- Work request: Output all entries exactly as they appear and skip the pictures.

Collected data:
________

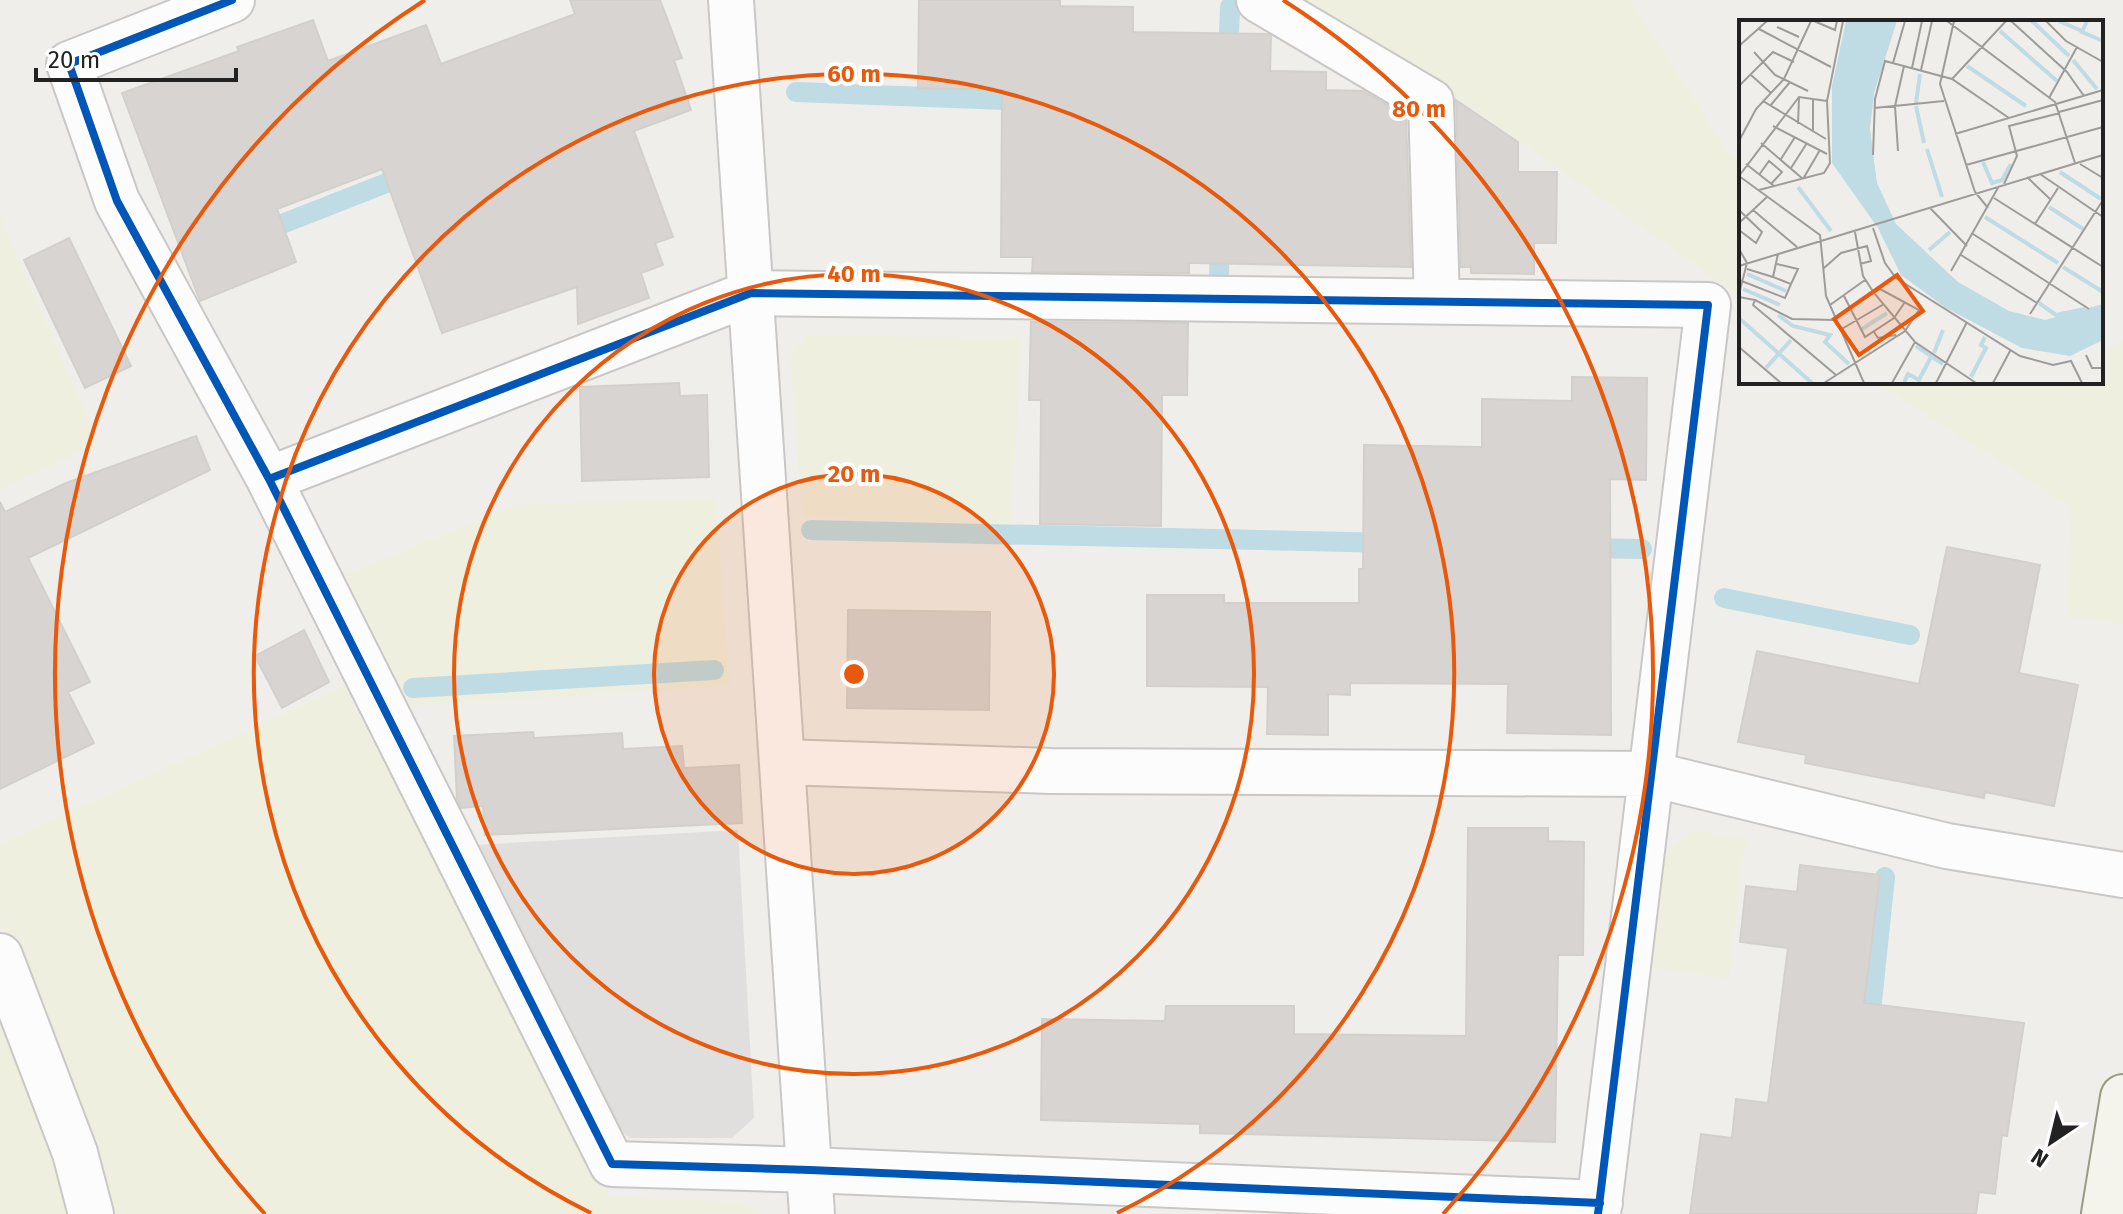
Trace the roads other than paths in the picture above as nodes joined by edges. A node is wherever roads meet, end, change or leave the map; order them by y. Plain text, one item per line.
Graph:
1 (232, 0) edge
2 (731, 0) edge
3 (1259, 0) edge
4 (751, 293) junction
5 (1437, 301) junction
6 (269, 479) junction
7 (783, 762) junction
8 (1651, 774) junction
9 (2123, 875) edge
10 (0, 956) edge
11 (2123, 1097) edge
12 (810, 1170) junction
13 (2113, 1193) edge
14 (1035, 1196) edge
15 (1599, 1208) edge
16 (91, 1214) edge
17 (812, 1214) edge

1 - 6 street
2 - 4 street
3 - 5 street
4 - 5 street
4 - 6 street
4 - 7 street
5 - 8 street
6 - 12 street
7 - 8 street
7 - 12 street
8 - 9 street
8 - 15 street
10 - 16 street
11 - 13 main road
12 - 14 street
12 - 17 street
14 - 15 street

________

- Exercise result:
Trace the roads other than paths in the picture above as nodes joined by edges. A node is wherever roads meet, end, change or leave the map; order them by y. Plain text, one item per line.
Graph:
1 (232, 0) edge
2 (731, 0) edge
3 (1259, 0) edge
4 (751, 293) junction
5 (1437, 301) junction
6 (269, 479) junction
7 (783, 762) junction
8 (1651, 774) junction
9 (2123, 875) edge
10 (0, 956) edge
11 (2123, 1097) edge
12 (810, 1170) junction
13 (2113, 1193) edge
14 (1035, 1196) edge
15 (1599, 1208) edge
16 (91, 1214) edge
17 (812, 1214) edge

1 - 6 street
2 - 4 street
3 - 5 street
4 - 5 street
4 - 6 street
4 - 7 street
5 - 8 street
6 - 12 street
7 - 8 street
7 - 12 street
8 - 9 street
8 - 15 street
10 - 16 street
11 - 13 main road
12 - 14 street
12 - 17 street
14 - 15 street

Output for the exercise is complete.